Michael Echols, executive director and CEO of the International Association of Certified ISAOs, said there is a two-way street between a person with a technical education and someone with a liberal arts education. Each needs to know about the other.
“You have a lot of technical people pushed in the direction that they need to know how to code, [that] they need to be a guy sitting in a dark room and typing on a computer and not talking to other people. That is so far from the truth,” he said.
In fact, now, Echols said, most of the people he is talking to are lawyers and accountants who have a cybersecurity spin to what they do. Cybersecurity has become just another aspect of doing business.

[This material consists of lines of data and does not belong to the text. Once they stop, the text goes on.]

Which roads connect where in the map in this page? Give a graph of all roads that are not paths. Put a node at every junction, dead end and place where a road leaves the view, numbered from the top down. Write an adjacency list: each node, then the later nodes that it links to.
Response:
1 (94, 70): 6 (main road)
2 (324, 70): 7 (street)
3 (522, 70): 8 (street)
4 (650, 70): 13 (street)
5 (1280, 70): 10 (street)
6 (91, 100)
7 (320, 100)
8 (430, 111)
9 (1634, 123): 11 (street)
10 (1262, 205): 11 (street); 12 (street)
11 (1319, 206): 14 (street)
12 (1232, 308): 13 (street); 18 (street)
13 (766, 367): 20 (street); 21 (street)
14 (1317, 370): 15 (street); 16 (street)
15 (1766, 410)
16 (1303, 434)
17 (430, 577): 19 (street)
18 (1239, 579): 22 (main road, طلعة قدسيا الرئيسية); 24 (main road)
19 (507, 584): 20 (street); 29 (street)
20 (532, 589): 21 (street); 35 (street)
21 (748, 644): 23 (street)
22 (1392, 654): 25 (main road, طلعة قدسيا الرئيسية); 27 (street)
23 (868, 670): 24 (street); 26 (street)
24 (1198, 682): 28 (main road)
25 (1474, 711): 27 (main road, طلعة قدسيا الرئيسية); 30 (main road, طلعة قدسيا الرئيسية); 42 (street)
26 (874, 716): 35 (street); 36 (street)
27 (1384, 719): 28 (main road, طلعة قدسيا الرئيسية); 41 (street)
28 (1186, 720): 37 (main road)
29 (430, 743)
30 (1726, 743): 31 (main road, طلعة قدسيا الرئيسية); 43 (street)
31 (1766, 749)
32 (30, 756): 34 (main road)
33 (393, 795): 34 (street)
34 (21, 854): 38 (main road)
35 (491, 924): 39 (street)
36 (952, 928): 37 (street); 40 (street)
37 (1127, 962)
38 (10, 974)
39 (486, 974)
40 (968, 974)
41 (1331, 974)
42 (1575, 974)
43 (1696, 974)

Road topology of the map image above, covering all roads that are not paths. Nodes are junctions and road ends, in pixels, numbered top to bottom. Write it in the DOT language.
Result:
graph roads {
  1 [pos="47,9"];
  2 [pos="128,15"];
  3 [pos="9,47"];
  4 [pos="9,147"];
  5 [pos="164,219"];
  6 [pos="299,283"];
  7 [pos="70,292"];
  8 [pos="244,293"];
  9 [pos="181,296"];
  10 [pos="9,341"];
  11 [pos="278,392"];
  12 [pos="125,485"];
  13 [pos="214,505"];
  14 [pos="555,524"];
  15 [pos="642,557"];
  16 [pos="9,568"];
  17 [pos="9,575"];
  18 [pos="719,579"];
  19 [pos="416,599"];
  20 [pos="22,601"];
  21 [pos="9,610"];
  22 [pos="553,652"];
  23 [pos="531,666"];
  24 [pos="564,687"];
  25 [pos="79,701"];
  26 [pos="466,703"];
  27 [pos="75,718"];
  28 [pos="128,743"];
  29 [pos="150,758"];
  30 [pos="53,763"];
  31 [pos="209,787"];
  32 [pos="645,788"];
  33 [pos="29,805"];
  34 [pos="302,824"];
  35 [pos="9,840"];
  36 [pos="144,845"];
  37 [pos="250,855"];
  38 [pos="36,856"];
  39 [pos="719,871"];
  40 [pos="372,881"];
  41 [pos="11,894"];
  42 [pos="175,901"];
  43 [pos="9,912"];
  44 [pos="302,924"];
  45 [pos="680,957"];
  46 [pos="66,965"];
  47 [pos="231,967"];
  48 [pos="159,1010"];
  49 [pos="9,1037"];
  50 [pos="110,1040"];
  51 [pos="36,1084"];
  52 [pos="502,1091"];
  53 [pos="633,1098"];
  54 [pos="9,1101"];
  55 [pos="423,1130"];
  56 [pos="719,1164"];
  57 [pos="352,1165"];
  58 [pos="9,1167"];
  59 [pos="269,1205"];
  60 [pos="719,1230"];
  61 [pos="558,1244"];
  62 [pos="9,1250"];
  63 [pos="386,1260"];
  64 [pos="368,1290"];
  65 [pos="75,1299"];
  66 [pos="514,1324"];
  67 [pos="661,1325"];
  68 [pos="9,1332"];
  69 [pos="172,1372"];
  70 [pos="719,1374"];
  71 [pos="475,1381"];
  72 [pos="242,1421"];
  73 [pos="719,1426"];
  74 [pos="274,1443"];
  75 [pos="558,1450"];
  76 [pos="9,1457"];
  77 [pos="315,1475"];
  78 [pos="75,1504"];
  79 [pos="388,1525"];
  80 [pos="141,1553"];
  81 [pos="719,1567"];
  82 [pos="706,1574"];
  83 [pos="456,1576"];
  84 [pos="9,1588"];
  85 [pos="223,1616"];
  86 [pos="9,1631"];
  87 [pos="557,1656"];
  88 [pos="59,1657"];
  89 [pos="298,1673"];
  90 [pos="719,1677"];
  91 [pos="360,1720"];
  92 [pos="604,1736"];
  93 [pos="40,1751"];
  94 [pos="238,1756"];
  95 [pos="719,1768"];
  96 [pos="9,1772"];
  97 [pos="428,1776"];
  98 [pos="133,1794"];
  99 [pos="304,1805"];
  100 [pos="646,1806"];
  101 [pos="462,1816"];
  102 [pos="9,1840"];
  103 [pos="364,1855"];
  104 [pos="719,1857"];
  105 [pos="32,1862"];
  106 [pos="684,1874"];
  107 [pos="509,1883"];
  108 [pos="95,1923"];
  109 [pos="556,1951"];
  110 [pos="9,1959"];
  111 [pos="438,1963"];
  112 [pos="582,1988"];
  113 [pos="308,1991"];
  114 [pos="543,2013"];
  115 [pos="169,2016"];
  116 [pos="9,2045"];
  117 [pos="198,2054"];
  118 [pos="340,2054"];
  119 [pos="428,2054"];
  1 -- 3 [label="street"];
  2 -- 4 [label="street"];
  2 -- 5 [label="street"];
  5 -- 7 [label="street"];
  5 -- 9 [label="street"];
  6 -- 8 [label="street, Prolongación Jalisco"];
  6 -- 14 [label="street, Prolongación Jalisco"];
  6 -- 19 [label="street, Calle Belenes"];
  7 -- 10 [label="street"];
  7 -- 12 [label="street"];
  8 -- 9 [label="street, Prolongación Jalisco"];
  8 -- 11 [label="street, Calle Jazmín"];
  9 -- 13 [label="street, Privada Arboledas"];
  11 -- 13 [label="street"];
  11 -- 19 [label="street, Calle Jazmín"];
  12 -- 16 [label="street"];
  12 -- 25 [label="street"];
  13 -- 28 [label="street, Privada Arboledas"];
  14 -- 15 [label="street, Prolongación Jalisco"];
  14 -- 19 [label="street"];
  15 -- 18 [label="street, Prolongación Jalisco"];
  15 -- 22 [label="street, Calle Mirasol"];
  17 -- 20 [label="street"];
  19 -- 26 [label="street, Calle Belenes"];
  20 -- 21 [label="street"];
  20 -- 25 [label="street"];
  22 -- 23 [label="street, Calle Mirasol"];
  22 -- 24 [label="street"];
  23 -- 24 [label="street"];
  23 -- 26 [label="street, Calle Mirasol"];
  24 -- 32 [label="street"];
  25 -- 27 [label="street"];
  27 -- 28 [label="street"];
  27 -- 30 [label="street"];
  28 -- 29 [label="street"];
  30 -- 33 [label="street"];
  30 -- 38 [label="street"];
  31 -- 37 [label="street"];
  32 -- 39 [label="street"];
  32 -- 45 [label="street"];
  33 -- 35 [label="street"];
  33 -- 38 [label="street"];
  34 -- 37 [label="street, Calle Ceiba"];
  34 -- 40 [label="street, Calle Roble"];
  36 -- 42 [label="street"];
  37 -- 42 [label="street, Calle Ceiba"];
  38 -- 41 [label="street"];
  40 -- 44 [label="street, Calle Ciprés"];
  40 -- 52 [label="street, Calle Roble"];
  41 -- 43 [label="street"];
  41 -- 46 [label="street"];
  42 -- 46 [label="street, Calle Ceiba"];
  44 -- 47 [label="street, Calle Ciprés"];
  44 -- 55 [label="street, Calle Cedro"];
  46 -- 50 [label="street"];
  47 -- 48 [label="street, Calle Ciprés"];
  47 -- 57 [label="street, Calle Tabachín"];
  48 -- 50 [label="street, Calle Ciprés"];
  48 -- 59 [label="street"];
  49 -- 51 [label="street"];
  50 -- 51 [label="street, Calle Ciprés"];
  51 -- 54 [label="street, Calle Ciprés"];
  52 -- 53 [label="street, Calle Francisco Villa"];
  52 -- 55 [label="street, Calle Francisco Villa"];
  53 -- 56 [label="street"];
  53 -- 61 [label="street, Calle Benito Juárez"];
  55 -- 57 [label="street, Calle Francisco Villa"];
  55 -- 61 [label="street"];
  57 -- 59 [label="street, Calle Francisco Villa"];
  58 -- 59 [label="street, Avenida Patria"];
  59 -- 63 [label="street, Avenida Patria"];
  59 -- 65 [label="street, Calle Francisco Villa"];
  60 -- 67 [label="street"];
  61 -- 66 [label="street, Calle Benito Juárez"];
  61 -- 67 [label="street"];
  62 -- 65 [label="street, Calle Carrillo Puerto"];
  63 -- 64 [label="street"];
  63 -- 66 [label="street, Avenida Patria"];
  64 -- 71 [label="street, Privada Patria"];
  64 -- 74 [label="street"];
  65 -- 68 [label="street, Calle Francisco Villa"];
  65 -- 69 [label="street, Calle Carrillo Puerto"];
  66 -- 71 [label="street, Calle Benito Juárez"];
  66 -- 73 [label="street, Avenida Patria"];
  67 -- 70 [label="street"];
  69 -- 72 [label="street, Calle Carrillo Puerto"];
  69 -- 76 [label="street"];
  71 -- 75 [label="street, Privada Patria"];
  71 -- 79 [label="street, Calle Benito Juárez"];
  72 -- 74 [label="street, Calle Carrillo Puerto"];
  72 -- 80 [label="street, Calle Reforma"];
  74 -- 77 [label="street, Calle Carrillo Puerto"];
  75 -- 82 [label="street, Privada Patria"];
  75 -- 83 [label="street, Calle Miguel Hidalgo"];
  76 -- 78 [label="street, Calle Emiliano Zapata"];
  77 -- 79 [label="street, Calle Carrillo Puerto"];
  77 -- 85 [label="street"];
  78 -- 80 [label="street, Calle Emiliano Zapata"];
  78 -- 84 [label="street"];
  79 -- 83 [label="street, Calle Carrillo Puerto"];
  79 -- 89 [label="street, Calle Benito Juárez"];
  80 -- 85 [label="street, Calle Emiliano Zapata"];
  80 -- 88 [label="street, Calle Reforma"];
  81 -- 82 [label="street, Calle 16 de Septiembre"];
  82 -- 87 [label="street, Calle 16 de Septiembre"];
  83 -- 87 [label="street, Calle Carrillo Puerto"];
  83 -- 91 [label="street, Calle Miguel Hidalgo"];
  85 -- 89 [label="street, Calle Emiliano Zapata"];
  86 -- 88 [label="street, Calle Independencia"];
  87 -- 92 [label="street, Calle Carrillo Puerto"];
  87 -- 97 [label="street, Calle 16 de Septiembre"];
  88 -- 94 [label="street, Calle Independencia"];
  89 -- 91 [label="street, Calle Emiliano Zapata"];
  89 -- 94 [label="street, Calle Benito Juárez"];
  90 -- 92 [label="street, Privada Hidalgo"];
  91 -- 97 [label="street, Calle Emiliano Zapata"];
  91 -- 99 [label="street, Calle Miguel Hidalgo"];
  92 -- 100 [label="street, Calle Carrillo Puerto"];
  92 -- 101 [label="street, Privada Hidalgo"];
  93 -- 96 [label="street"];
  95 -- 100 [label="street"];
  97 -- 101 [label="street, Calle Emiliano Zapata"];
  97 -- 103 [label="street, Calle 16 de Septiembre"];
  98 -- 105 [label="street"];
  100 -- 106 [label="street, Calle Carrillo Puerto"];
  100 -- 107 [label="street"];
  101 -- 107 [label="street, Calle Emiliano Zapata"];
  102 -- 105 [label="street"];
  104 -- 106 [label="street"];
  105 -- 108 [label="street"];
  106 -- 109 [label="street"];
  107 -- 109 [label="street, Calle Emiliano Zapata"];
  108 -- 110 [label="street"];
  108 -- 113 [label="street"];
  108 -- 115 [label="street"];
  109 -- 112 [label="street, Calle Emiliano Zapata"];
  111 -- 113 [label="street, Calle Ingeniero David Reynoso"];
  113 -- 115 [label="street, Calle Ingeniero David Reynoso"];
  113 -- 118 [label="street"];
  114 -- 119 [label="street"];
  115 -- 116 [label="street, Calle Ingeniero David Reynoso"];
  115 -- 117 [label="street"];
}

“For a student deciding where [he or she] should go, I always [say] that even if you are studying something in the liberal arts, make sure you are taking cybersecurity classes,” he said. “There is some aspect of something you will do in the future that is going to center around protecting data and protecting what is important to you.”
Echols said he always pushes for cybersecurity professionals to have a diverse education, because as new sciences and new business functions are developed, new skill sets become important for understanding how to improve security.
“The ability to write and speak clearly are very important if you are going to move up the ladder,” said Curtis Rose, president and CEO of Curtis W. Rose & Associates. “There will always be a need for a professional who can distill information and explain it. You need to add that emotional intelligence, those interpersonal skills. Don’t ignore that.”
A more expansive knowledge of the world, especially in economics and politics, is important when a cybersecurity professional is using his mathematical skills to work on the latest new device as well.
“Think of the broader world economically and politically, because that context will help you do a better job in your own field,” he said. “If you are working on a problem, sometimes something will click about the broader context and you’ll [realize,] ‘Ha! I think I know what they’re up to.’”
Interpersonal skills also are essential when cybersecurity professionals are trying to build partnerships to share information among government, business and academia, said Zach Furness, technical director, National Cybersecurity FFRDC. Not enough is being done now to build those partnerships to share the context of a problem as well as technology, he added.
“If you just silo it off, you are not going to understand the advancements that need to tie into the problems at hand,” he said. “We need more ways to share information across organizations. Then we will make faster progress.”
Keeping certifications up-to-date is essential throughout one’s cybersecurity career, said Zach Lawrence, assistant professor of information and engineering technology at Prince George’s Community College.
“Certifications are very much like a burning match,” he said. “You get this big bright glow, and then it fizzles over time.”
But being certified in everything is impossible, Lawrence added and suggested that a cybersecurity professional should pick out three to five certifications and then update them periodically.
“The need for continuous education is something that the millennials say, of course,” said Tim Bennett, director general and CEO of the Trans-Atlantic Business Council. “It's the baby boomers who have the problem.”
But, he added, change is so much more rapid now and job competition is global, and that’s putting “tremendous pressure” on millennials.
“The folks who are wearing the black hats—organized crime and state-sponsored actors—they are not getting certifications,” Bennett said. “They are doing it through their own abilities and interacting in the underworld. The need to constantly keep up with your skills is a permanent part of the job landscape now.”